━━ DATA FOR THE TASK ━━
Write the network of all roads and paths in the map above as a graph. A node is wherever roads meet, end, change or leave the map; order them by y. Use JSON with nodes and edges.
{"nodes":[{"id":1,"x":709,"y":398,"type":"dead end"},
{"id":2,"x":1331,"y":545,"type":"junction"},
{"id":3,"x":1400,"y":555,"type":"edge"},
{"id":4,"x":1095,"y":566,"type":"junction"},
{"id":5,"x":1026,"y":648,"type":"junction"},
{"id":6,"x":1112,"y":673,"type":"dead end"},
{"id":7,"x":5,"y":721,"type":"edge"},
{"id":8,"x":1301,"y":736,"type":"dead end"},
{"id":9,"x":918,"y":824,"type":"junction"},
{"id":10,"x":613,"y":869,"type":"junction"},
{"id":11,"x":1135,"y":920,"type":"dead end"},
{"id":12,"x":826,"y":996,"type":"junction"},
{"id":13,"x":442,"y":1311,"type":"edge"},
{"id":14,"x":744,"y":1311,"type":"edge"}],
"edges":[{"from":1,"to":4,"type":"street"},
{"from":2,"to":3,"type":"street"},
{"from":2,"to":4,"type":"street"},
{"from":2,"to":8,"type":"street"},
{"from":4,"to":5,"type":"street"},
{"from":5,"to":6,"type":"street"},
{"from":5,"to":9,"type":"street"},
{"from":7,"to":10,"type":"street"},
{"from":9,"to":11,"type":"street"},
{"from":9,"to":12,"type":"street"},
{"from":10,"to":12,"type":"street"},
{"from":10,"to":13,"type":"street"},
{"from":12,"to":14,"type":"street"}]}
━━━
:: TASK REQUIREMENTS ::
Transcribe the records above exactly.

:: RESULT BELOW ::
Write the network of all roads and paths in the map above as a graph. A node is wherever roads meet, end, change or leave the map; order them by y. Use JSON with nodes and edges.
{"nodes":[{"id":1,"x":709,"y":398,"type":"dead end"},
{"id":2,"x":1331,"y":545,"type":"junction"},
{"id":3,"x":1400,"y":555,"type":"edge"},
{"id":4,"x":1095,"y":566,"type":"junction"},
{"id":5,"x":1026,"y":648,"type":"junction"},
{"id":6,"x":1112,"y":673,"type":"dead end"},
{"id":7,"x":5,"y":721,"type":"edge"},
{"id":8,"x":1301,"y":736,"type":"dead end"},
{"id":9,"x":918,"y":824,"type":"junction"},
{"id":10,"x":613,"y":869,"type":"junction"},
{"id":11,"x":1135,"y":920,"type":"dead end"},
{"id":12,"x":826,"y":996,"type":"junction"},
{"id":13,"x":442,"y":1311,"type":"edge"},
{"id":14,"x":744,"y":1311,"type":"edge"}],
"edges":[{"from":1,"to":4,"type":"street"},
{"from":2,"to":3,"type":"street"},
{"from":2,"to":4,"type":"street"},
{"from":2,"to":8,"type":"street"},
{"from":4,"to":5,"type":"street"},
{"from":5,"to":6,"type":"street"},
{"from":5,"to":9,"type":"street"},
{"from":7,"to":10,"type":"street"},
{"from":9,"to":11,"type":"street"},
{"from":9,"to":12,"type":"street"},
{"from":10,"to":12,"type":"street"},
{"from":10,"to":13,"type":"street"},
{"from":12,"to":14,"type":"street"}]}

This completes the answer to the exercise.